(Dataset items)
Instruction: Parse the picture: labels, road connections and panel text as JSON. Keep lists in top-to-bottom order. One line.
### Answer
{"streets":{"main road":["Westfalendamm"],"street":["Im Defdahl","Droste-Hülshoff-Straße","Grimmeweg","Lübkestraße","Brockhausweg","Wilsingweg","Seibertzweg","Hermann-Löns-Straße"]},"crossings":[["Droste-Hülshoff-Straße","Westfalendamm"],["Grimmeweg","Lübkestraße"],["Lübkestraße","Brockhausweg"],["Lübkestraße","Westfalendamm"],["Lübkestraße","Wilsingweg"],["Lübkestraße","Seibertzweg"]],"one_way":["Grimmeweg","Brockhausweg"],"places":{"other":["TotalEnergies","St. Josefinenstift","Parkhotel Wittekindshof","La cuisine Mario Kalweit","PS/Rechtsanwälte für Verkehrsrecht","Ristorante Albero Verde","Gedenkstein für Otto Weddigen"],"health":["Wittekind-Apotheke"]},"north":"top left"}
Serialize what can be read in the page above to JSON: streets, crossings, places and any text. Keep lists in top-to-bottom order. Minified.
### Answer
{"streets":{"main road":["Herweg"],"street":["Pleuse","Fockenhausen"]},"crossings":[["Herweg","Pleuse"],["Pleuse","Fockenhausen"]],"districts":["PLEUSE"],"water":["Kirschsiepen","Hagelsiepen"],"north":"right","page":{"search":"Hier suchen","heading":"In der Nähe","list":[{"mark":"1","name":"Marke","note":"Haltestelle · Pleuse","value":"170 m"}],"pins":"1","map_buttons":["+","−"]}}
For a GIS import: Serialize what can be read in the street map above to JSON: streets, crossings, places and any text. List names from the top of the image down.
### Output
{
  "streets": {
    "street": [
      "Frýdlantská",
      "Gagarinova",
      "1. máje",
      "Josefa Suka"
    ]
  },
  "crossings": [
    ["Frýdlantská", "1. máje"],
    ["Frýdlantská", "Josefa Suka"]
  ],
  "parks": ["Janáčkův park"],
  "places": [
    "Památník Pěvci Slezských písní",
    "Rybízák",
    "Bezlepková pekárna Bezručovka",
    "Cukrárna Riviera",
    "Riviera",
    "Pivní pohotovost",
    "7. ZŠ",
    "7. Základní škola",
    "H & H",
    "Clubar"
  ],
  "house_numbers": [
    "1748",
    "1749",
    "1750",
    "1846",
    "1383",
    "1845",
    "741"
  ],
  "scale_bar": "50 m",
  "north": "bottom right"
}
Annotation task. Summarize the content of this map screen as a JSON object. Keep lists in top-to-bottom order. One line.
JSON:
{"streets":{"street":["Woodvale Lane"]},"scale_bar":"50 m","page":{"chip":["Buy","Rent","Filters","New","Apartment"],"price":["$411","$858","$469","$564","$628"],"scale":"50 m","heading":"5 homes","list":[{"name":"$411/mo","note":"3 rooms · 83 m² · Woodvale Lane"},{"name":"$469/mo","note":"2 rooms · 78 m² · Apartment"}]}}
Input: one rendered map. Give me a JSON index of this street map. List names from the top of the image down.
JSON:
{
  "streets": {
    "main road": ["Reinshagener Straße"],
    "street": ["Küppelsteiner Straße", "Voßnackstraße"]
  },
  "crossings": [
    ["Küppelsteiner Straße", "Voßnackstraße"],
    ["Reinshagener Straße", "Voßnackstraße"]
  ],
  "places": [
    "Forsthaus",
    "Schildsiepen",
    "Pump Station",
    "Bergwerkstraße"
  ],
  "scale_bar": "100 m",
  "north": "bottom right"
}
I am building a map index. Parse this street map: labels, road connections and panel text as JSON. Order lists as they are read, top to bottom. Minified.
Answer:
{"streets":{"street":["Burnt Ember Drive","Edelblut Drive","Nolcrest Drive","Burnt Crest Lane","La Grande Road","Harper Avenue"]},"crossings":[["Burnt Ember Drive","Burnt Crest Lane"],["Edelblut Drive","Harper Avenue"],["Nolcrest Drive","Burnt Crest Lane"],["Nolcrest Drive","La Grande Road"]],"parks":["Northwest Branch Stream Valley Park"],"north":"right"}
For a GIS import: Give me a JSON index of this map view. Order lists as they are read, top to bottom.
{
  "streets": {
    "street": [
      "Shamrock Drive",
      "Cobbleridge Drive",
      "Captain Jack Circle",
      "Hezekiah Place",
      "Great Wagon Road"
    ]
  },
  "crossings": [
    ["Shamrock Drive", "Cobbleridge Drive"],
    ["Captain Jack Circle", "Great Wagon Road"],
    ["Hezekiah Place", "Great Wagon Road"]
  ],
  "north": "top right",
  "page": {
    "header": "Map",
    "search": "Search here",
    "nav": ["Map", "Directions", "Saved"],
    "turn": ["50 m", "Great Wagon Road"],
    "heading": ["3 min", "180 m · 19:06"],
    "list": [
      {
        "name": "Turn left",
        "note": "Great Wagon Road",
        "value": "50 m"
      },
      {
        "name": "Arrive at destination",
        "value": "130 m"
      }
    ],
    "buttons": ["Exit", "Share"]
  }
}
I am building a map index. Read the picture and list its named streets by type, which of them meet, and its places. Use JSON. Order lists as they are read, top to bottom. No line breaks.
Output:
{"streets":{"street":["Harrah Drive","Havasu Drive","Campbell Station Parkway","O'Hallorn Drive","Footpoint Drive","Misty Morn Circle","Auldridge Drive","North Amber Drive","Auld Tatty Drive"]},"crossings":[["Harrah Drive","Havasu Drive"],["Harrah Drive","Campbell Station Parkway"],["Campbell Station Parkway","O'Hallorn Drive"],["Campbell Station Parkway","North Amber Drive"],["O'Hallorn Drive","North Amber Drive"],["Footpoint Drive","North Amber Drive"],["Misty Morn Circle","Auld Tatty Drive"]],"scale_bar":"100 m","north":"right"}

- **Exercise instructions**
An exact copy of every record is required here.

- **The completed task**
Instruction: Parse the picture: labels, road connections and panel text as JSON. Keep lists in top-to-bottom order. One line.
### Answer
{"streets":{"main road":["Westfalendamm"],"street":["Im Defdahl","Droste-Hülshoff-Straße","Grimmeweg","Lübkestraße","Brockhausweg","Wilsingweg","Seibertzweg","Hermann-Löns-Straße"]},"crossings":[["Droste-Hülshoff-Straße","Westfalendamm"],["Grimmeweg","Lübkestraße"],["Lübkestraße","Brockhausweg"],["Lübkestraße","Westfalendamm"],["Lübkestraße","Wilsingweg"],["Lübkestraße","Seibertzweg"]],"one_way":["Grimmeweg","Brockhausweg"],"places":{"other":["TotalEnergies","St. Josefinenstift","Parkhotel Wittekindshof","La cuisine Mario Kalweit","PS/Rechtsanwälte für Verkehrsrecht","Ristorante Albero Verde","Gedenkstein für Otto Weddigen"],"health":["Wittekind-Apotheke"]},"north":"top left"}
Serialize what can be read in the page above to JSON: streets, crossings, places and any text. Keep lists in top-to-bottom order. Minified.
### Answer
{"streets":{"main road":["Herweg"],"street":["Pleuse","Fockenhausen"]},"crossings":[["Herweg","Pleuse"],["Pleuse","Fockenhausen"]],"districts":["PLEUSE"],"water":["Kirschsiepen","Hagelsiepen"],"north":"right","page":{"search":"Hier suchen","heading":"In der Nähe","list":[{"mark":"1","name":"Marke","note":"Haltestelle · Pleuse","value":"170 m"}],"pins":"1","map_buttons":["+","−"]}}
For a GIS import: Serialize what can be read in the street map above to JSON: streets, crossings, places and any text. List names from the top of the image down.
### Output
{
  "streets": {
    "street": [
      "Frýdlantská",
      "Gagarinova",
      "1. máje",
      "Josefa Suka"
    ]
  },
  "crossings": [
    ["Frýdlantská", "1. máje"],
    ["Frýdlantská", "Josefa Suka"]
  ],
  "parks": ["Janáčkův park"],
  "places": [
    "Památník Pěvci Slezských písní",
    "Rybízák",
    "Bezlepková pekárna Bezručovka",
    "Cukrárna Riviera",
    "Riviera",
    "Pivní pohotovost",
    "7. ZŠ",
    "7. Základní škola",
    "H & H",
    "Clubar"
  ],
  "house_numbers": [
    "1748",
    "1749",
    "1750",
    "1846",
    "1383",
    "1845",
    "741"
  ],
  "scale_bar": "50 m",
  "north": "bottom right"
}
Annotation task. Summarize the content of this map screen as a JSON object. Keep lists in top-to-bottom order. One line.
JSON:
{"streets":{"street":["Woodvale Lane"]},"scale_bar":"50 m","page":{"chip":["Buy","Rent","Filters","New","Apartment"],"price":["$411","$858","$469","$564","$628"],"scale":"50 m","heading":"5 homes","list":[{"name":"$411/mo","note":"3 rooms · 83 m² · Woodvale Lane"},{"name":"$469/mo","note":"2 rooms · 78 m² · Apartment"}]}}
Input: one rendered map. Give me a JSON index of this street map. List names from the top of the image down.
JSON:
{
  "streets": {
    "main road": ["Reinshagener Straße"],
    "street": ["Küppelsteiner Straße", "Voßnackstraße"]
  },
  "crossings": [
    ["Küppelsteiner Straße", "Voßnackstraße"],
    ["Reinshagener Straße", "Voßnackstraße"]
  ],
  "places": [
    "Forsthaus",
    "Schildsiepen",
    "Pump Station",
    "Bergwerkstraße"
  ],
  "scale_bar": "100 m",
  "north": "bottom right"
}
I am building a map index. Parse this street map: labels, road connections and panel text as JSON. Order lists as they are read, top to bottom. Minified.
Answer:
{"streets":{"street":["Burnt Ember Drive","Edelblut Drive","Nolcrest Drive","Burnt Crest Lane","La Grande Road","Harper Avenue"]},"crossings":[["Burnt Ember Drive","Burnt Crest Lane"],["Edelblut Drive","Harper Avenue"],["Nolcrest Drive","Burnt Crest Lane"],["Nolcrest Drive","La Grande Road"]],"parks":["Northwest Branch Stream Valley Park"],"north":"right"}
For a GIS import: Give me a JSON index of this map view. Order lists as they are read, top to bottom.
{
  "streets": {
    "street": [
      "Shamrock Drive",
      "Cobbleridge Drive",
      "Captain Jack Circle",
      "Hezekiah Place",
      "Great Wagon Road"
    ]
  },
  "crossings": [
    ["Shamrock Drive", "Cobbleridge Drive"],
    ["Captain Jack Circle", "Great Wagon Road"],
    ["Hezekiah Place", "Great Wagon Road"]
  ],
  "north": "top right",
  "page": {
    "header": "Map",
    "search": "Search here",
    "nav": ["Map", "Directions", "Saved"],
    "turn": ["50 m", "Great Wagon Road"],
    "heading": ["3 min", "180 m · 19:06"],
    "list": [
      {
        "name": "Turn left",
        "note": "Great Wagon Road",
        "value": "50 m"
      },
      {
        "name": "Arrive at destination",
        "value": "130 m"
      }
    ],
    "buttons": ["Exit", "Share"]
  }
}
I am building a map index. Read the picture and list its named streets by type, which of them meet, and its places. Use JSON. Order lists as they are read, top to bottom. No line breaks.
Output:
{"streets":{"street":["Harrah Drive","Havasu Drive","Campbell Station Parkway","O'Hallorn Drive","Footpoint Drive","Misty Morn Circle","Auldridge Drive","North Amber Drive","Auld Tatty Drive"]},"crossings":[["Harrah Drive","Havasu Drive"],["Harrah Drive","Campbell Station Parkway"],["Campbell Station Parkway","O'Hallorn Drive"],["Campbell Station Parkway","North Amber Drive"],["O'Hallorn Drive","North Amber Drive"],["Footpoint Drive","North Amber Drive"],["Misty Morn Circle","Auld Tatty Drive"]],"scale_bar":"100 m","north":"right"}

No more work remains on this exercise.